[[ Data to process, beginning ]]
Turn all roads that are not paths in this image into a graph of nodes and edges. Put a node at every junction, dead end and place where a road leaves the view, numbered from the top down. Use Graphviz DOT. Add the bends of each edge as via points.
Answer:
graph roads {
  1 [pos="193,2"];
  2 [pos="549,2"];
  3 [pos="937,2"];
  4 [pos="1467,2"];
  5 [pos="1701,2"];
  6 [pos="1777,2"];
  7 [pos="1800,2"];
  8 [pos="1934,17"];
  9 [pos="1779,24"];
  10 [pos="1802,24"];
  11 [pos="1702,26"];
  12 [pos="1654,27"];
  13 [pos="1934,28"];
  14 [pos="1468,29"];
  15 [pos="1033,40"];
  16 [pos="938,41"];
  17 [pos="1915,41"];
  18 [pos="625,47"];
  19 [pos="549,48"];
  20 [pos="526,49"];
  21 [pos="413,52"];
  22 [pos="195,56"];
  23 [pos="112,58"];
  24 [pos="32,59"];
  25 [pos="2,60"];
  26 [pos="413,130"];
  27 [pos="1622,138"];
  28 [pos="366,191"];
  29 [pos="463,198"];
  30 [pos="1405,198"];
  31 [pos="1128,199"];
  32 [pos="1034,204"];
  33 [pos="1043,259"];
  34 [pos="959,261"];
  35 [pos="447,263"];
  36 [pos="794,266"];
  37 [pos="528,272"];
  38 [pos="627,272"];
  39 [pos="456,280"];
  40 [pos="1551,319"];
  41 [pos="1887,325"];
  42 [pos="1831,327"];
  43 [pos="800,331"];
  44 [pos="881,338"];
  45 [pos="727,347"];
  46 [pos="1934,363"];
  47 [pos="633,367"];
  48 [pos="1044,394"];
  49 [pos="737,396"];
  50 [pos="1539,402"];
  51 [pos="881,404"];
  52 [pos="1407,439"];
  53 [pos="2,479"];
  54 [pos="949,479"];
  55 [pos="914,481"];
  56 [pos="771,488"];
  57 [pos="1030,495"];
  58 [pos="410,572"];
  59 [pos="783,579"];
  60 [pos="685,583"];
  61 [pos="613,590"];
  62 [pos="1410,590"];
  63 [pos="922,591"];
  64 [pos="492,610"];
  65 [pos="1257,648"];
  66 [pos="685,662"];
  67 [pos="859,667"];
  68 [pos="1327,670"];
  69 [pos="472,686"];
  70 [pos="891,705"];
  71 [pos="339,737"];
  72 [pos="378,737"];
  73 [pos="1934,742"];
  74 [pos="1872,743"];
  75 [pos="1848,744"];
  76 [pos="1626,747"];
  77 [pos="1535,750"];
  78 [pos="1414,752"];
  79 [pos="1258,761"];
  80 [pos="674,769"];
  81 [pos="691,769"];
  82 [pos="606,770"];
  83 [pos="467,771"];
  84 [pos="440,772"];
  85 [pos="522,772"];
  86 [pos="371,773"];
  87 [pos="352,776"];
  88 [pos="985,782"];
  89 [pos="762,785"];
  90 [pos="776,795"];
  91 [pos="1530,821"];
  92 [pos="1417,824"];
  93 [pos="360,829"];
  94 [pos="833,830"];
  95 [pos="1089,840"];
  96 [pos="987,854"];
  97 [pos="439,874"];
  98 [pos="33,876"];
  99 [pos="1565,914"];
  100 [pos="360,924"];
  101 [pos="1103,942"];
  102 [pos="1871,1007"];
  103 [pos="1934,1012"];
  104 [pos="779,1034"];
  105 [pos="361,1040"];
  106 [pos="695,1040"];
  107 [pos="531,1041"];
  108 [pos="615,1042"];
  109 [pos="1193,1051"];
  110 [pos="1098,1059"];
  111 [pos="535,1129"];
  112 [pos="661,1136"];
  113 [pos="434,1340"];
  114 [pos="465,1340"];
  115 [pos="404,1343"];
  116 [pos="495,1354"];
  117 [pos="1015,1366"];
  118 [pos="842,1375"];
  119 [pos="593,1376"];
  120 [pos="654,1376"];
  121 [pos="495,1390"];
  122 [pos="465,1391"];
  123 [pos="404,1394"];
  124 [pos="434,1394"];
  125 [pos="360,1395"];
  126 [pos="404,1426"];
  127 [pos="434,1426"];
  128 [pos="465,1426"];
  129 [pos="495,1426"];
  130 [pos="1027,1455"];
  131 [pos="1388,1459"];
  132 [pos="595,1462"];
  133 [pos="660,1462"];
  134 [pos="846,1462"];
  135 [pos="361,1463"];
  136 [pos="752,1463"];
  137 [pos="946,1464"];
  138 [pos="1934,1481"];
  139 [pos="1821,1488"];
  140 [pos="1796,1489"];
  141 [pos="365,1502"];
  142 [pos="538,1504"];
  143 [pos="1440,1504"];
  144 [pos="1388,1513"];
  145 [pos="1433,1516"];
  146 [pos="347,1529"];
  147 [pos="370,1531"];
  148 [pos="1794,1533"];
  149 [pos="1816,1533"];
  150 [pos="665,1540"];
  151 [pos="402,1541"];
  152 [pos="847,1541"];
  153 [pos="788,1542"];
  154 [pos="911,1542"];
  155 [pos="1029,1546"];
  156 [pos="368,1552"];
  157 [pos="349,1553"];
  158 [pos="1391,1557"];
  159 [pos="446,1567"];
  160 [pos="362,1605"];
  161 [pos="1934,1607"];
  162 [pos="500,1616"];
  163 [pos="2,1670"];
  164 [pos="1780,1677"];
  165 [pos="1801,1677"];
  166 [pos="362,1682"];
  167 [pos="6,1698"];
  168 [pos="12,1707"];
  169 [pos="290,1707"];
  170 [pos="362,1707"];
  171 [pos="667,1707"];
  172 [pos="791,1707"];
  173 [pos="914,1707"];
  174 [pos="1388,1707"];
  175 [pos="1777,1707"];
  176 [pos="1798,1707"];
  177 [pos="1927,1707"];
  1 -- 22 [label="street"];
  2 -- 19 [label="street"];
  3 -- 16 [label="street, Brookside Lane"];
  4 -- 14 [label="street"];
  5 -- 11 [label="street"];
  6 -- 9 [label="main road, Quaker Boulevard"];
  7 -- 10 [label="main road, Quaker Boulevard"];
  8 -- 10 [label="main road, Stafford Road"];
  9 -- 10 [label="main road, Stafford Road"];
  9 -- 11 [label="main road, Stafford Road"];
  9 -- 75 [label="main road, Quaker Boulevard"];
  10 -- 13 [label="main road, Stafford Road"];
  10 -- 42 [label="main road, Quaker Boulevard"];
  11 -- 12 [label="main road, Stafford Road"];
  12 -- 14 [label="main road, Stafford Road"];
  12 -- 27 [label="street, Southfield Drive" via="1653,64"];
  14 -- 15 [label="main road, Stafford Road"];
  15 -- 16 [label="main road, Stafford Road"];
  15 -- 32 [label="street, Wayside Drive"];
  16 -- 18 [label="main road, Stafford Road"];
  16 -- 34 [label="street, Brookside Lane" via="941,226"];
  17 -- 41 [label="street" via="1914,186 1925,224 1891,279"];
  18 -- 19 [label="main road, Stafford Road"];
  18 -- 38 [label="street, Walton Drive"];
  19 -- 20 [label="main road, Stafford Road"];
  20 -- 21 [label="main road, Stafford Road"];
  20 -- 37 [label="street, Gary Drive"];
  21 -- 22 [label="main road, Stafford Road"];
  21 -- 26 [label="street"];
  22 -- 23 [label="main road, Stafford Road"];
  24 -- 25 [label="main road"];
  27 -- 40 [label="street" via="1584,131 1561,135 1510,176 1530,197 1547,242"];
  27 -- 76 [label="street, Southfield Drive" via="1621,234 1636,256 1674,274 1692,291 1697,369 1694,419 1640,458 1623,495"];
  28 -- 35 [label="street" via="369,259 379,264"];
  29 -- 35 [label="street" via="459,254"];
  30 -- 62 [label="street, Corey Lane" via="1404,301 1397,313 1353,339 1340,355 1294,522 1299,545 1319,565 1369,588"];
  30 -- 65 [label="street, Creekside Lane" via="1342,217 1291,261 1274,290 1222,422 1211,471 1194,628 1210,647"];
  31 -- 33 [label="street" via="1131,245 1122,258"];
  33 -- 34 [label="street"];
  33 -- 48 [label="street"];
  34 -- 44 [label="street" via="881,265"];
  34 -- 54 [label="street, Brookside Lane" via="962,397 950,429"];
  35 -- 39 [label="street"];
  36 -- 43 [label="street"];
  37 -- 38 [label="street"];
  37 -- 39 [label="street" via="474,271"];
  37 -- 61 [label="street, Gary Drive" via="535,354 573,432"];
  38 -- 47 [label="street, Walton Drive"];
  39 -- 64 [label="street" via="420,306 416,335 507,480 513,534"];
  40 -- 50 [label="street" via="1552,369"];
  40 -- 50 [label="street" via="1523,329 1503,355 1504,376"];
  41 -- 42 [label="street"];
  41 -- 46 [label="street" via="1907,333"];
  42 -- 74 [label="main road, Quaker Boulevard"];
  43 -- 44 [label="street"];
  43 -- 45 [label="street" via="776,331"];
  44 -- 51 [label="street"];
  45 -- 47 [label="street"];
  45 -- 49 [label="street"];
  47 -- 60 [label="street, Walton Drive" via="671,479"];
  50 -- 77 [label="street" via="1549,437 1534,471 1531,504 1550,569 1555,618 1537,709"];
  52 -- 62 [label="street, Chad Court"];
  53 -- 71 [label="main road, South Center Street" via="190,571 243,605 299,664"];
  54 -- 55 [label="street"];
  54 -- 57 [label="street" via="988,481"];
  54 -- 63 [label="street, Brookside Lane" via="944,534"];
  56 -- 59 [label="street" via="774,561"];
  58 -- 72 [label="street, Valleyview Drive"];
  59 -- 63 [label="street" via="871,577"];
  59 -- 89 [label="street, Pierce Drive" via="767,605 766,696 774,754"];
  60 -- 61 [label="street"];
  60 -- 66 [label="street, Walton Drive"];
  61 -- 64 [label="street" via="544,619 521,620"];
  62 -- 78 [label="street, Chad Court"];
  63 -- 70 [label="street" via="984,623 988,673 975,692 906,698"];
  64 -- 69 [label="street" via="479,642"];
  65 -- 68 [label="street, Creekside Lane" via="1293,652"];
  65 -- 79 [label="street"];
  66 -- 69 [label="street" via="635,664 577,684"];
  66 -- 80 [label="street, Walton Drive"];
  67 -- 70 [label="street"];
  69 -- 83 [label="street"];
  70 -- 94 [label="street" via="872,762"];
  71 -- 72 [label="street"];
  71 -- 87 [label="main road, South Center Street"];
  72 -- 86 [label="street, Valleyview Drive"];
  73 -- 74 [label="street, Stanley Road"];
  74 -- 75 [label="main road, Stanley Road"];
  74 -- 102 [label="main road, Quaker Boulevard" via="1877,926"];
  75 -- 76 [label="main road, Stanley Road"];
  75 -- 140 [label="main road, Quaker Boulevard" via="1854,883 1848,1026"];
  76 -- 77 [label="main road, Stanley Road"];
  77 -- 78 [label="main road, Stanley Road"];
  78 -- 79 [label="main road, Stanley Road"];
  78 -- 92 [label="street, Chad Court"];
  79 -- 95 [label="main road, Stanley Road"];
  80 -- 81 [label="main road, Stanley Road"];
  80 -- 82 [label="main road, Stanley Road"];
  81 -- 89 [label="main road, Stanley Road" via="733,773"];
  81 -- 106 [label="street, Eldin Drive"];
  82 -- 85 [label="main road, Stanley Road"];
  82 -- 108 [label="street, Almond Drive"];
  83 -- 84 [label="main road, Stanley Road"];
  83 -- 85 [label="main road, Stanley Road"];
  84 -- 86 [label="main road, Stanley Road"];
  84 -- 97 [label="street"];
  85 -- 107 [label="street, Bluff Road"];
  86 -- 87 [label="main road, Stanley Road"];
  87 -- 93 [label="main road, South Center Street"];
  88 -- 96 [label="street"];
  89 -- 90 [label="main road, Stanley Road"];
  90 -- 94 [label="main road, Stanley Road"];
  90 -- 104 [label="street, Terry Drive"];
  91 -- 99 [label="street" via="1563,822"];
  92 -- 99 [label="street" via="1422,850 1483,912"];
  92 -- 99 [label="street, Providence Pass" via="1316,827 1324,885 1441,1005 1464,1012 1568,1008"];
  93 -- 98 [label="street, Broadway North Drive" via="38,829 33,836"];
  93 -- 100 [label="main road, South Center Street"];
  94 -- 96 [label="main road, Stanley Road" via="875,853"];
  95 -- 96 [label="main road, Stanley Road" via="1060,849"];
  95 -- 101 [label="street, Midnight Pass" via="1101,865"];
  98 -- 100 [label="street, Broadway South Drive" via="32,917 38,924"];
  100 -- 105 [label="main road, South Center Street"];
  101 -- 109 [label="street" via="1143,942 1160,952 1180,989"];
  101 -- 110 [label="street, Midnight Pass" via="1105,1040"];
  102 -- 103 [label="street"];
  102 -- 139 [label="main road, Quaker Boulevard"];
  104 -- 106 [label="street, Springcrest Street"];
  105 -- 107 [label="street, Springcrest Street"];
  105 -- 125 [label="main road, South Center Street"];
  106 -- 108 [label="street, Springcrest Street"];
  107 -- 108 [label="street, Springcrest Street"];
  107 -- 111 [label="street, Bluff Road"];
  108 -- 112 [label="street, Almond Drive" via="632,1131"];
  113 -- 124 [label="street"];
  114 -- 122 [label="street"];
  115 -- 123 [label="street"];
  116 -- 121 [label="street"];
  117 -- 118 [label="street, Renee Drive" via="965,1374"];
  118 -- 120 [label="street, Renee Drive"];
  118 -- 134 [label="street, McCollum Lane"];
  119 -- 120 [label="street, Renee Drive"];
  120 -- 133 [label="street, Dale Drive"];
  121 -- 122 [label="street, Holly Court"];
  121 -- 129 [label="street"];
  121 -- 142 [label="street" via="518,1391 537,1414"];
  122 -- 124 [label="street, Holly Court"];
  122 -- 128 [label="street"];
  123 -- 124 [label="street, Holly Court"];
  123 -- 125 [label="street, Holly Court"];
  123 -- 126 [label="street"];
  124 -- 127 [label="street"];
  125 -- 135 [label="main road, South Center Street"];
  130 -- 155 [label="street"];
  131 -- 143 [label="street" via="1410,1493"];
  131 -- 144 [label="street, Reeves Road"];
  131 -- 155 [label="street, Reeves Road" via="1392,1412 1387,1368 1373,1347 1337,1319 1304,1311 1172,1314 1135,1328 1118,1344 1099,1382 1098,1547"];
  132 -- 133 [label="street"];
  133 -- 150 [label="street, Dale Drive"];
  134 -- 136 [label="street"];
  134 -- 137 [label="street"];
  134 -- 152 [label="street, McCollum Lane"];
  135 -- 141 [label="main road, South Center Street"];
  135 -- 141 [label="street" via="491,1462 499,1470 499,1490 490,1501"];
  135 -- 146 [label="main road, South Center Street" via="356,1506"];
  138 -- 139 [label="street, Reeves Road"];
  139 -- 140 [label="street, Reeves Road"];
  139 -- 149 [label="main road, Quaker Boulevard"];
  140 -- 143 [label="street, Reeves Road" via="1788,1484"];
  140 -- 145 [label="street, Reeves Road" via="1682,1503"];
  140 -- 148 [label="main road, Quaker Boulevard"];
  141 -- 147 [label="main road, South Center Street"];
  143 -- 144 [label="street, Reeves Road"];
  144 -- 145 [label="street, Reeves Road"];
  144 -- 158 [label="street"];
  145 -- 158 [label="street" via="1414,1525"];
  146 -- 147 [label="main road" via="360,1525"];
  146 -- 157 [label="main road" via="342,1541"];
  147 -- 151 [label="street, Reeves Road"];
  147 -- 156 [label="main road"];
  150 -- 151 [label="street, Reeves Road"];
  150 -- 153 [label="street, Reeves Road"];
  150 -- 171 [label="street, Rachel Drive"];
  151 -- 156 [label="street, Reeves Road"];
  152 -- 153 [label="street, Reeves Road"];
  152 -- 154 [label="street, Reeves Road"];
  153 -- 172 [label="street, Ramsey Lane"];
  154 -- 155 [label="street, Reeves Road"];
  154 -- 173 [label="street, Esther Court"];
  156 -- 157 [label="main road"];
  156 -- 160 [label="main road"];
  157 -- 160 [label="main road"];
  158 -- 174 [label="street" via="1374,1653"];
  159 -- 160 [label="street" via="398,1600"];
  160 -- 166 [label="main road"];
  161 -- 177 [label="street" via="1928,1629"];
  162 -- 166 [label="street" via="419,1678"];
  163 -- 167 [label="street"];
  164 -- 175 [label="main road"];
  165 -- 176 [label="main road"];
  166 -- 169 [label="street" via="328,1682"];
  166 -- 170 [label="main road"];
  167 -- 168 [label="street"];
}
[[ Data to process, end ]]
> [Exercise] Among the entries, how many lines contain the word "Brookside"? Give the number alone.

> [Solution to the problem] 4